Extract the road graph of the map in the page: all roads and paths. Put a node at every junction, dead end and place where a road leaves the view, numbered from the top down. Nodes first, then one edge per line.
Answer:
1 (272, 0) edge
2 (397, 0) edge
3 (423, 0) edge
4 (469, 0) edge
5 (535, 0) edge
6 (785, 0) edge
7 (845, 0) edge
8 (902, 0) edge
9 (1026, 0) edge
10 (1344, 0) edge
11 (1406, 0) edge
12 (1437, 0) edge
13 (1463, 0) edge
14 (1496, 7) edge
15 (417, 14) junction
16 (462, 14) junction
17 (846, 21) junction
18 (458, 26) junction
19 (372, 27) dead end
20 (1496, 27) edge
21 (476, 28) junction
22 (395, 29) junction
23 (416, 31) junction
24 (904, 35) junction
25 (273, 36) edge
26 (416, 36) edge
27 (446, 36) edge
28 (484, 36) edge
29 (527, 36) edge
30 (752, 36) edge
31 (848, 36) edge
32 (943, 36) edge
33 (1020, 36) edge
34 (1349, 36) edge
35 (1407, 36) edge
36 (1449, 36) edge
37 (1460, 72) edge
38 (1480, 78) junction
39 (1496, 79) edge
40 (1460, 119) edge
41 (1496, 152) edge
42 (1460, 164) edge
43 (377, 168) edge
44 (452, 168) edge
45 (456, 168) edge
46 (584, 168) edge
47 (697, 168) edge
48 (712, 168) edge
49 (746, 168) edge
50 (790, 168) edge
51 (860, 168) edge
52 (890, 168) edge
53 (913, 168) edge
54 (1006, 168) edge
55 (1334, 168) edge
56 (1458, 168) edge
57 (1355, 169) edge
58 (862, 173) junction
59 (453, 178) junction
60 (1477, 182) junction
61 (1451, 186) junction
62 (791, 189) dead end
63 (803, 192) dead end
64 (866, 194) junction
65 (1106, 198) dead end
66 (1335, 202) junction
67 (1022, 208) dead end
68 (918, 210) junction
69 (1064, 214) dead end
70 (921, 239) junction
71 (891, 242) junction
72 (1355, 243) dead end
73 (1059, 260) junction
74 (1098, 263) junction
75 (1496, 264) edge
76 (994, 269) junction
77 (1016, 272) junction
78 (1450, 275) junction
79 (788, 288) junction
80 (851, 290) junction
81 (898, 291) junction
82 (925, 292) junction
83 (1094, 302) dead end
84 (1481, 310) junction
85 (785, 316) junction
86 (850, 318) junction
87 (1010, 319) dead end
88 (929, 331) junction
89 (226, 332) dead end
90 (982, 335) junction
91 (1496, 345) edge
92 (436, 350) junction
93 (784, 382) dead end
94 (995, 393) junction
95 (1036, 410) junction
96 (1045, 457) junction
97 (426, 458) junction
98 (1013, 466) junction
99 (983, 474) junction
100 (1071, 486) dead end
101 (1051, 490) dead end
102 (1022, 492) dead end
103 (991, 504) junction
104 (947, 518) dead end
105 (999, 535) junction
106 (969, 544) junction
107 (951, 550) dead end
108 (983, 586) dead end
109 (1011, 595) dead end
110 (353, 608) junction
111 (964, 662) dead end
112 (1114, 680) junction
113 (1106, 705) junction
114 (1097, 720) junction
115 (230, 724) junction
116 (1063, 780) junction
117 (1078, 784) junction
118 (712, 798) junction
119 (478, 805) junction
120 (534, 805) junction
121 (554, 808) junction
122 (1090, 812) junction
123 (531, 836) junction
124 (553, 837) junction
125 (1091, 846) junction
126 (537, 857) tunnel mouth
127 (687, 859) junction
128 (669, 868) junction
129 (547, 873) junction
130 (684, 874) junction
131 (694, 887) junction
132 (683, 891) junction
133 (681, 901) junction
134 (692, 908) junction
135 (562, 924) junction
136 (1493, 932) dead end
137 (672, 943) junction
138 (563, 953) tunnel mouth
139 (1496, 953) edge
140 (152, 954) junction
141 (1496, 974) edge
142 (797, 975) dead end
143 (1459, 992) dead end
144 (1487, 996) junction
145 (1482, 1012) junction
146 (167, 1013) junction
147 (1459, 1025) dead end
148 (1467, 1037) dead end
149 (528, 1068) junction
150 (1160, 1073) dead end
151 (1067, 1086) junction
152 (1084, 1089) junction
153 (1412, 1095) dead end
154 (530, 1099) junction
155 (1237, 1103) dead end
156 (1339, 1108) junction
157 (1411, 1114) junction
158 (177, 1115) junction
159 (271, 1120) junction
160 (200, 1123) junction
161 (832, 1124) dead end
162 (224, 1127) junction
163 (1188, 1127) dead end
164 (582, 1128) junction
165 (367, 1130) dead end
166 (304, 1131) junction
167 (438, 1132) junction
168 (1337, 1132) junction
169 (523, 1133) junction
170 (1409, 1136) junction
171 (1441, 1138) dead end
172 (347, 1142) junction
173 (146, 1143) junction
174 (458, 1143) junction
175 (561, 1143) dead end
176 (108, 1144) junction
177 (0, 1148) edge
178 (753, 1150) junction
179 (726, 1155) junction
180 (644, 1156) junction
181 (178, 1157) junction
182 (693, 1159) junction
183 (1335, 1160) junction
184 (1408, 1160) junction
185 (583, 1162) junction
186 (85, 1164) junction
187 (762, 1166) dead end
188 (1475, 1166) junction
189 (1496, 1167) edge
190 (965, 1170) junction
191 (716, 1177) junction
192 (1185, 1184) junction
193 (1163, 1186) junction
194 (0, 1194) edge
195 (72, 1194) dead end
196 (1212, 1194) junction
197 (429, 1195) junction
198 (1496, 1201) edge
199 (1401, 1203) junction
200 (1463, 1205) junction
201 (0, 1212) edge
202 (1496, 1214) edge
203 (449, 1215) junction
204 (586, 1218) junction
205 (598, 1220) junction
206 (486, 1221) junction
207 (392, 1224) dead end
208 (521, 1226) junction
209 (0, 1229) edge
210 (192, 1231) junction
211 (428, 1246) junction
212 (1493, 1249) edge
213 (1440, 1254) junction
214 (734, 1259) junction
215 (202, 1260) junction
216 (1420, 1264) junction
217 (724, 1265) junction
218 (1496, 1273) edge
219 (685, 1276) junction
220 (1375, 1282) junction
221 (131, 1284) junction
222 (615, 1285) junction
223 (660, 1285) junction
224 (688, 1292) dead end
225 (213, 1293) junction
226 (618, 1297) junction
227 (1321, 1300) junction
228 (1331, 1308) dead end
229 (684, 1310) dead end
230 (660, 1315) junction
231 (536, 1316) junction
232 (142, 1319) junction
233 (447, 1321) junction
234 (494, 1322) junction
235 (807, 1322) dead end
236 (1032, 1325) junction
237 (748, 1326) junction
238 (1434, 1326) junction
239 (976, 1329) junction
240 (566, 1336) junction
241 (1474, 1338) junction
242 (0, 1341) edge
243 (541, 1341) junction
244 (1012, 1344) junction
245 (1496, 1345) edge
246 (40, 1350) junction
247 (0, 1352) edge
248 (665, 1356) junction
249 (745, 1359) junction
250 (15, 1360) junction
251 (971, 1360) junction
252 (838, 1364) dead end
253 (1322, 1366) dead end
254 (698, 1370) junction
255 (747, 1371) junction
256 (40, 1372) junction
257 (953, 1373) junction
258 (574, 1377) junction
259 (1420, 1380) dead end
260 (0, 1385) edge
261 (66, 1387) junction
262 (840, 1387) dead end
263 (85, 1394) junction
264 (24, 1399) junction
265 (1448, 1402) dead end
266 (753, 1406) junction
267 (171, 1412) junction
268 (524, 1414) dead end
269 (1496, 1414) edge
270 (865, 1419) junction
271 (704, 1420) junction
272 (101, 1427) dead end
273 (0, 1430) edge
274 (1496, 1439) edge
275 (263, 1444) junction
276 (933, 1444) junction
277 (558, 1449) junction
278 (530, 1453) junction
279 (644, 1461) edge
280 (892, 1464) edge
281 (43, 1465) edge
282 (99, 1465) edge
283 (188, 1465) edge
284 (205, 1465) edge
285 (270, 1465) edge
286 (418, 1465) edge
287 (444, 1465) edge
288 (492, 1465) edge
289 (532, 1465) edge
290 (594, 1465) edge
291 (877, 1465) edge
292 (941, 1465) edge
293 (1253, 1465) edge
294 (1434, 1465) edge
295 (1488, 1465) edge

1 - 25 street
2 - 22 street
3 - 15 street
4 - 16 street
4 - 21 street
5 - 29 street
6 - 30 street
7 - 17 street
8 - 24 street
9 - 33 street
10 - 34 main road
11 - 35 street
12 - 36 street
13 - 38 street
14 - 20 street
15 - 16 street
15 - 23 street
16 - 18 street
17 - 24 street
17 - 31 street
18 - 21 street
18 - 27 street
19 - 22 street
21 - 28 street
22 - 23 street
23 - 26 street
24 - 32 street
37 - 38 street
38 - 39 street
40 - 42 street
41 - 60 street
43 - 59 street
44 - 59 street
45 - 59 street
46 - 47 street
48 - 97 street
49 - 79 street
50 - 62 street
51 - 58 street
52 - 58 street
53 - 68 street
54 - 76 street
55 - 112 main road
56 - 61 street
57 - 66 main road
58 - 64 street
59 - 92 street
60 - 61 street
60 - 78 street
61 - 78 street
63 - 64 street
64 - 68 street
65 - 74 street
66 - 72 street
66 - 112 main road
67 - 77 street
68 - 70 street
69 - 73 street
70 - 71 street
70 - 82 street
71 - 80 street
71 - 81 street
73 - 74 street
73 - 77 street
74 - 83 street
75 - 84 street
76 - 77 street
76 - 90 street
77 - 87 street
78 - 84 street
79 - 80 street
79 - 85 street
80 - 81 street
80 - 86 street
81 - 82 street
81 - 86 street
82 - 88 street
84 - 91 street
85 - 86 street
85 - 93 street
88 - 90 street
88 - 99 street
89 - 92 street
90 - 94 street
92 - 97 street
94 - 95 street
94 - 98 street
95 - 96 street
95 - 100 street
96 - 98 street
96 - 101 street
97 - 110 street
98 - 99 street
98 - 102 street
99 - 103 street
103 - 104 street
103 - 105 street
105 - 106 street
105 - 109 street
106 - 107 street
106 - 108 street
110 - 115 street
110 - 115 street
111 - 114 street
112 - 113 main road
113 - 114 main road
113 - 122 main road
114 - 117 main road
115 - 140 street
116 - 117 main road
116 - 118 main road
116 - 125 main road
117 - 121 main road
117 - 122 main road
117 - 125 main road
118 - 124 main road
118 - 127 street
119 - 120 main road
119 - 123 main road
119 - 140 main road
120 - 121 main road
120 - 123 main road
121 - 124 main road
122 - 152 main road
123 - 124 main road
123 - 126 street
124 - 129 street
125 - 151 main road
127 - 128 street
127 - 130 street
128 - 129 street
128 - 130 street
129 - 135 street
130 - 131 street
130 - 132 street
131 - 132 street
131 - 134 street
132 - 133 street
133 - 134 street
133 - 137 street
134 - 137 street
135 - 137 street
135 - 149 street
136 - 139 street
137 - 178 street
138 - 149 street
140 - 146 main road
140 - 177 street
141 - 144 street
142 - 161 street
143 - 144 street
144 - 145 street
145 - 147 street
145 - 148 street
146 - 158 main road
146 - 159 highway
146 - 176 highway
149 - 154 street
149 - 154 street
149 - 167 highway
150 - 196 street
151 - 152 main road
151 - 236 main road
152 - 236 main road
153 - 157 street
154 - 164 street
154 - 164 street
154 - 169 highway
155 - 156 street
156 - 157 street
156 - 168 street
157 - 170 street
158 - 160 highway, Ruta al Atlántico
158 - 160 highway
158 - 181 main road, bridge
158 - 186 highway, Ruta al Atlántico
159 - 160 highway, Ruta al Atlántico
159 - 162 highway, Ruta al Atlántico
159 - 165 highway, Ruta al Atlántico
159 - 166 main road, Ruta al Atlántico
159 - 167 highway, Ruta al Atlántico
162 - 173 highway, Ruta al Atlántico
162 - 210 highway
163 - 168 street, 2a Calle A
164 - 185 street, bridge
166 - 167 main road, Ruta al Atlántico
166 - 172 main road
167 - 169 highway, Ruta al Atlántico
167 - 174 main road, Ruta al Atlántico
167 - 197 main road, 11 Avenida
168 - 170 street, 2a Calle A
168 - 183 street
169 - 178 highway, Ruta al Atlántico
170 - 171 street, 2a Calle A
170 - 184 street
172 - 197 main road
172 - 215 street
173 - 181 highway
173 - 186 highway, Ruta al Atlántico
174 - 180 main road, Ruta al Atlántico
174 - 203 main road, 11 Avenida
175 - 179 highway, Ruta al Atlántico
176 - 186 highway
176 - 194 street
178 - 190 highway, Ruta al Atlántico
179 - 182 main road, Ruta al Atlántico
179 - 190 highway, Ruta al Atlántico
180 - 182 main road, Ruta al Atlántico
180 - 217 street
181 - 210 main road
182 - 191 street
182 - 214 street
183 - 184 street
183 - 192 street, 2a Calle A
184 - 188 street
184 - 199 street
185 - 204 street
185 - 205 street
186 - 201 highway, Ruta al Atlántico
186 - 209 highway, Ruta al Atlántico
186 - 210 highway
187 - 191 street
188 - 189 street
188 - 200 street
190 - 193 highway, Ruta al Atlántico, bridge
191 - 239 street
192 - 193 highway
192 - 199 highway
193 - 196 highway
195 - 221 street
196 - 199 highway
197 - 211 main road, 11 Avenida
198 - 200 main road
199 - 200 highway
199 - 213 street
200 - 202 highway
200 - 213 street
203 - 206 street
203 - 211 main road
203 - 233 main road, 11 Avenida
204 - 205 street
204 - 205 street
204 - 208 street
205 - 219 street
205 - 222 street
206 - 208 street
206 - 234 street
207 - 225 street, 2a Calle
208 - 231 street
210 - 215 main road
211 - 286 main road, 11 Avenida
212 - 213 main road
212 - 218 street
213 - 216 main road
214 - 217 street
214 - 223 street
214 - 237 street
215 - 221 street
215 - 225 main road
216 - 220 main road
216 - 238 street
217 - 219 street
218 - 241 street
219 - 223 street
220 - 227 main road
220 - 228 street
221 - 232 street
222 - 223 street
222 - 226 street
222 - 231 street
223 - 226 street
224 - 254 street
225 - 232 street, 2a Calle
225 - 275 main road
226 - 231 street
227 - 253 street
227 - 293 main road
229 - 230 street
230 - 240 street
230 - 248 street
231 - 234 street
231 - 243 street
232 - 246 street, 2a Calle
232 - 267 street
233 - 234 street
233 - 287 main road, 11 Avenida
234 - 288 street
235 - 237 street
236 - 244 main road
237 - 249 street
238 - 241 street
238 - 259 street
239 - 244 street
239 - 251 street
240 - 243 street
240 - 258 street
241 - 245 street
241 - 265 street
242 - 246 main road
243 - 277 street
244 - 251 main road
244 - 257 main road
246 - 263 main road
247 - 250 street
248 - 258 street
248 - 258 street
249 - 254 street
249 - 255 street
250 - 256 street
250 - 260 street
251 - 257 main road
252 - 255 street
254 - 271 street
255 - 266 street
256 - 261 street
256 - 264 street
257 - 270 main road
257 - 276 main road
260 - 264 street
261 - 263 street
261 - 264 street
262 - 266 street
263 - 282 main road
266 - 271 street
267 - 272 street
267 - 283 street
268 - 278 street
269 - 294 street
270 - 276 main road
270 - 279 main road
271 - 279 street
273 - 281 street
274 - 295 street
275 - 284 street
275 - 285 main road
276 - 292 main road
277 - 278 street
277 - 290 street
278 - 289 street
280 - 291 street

[Work to complete] For each line above that includes "bridge", make a copy.

[Response box]
158 - 181 main road, bridge
164 - 185 street, bridge
190 - 193 highway, Ruta al Atlántico, bridge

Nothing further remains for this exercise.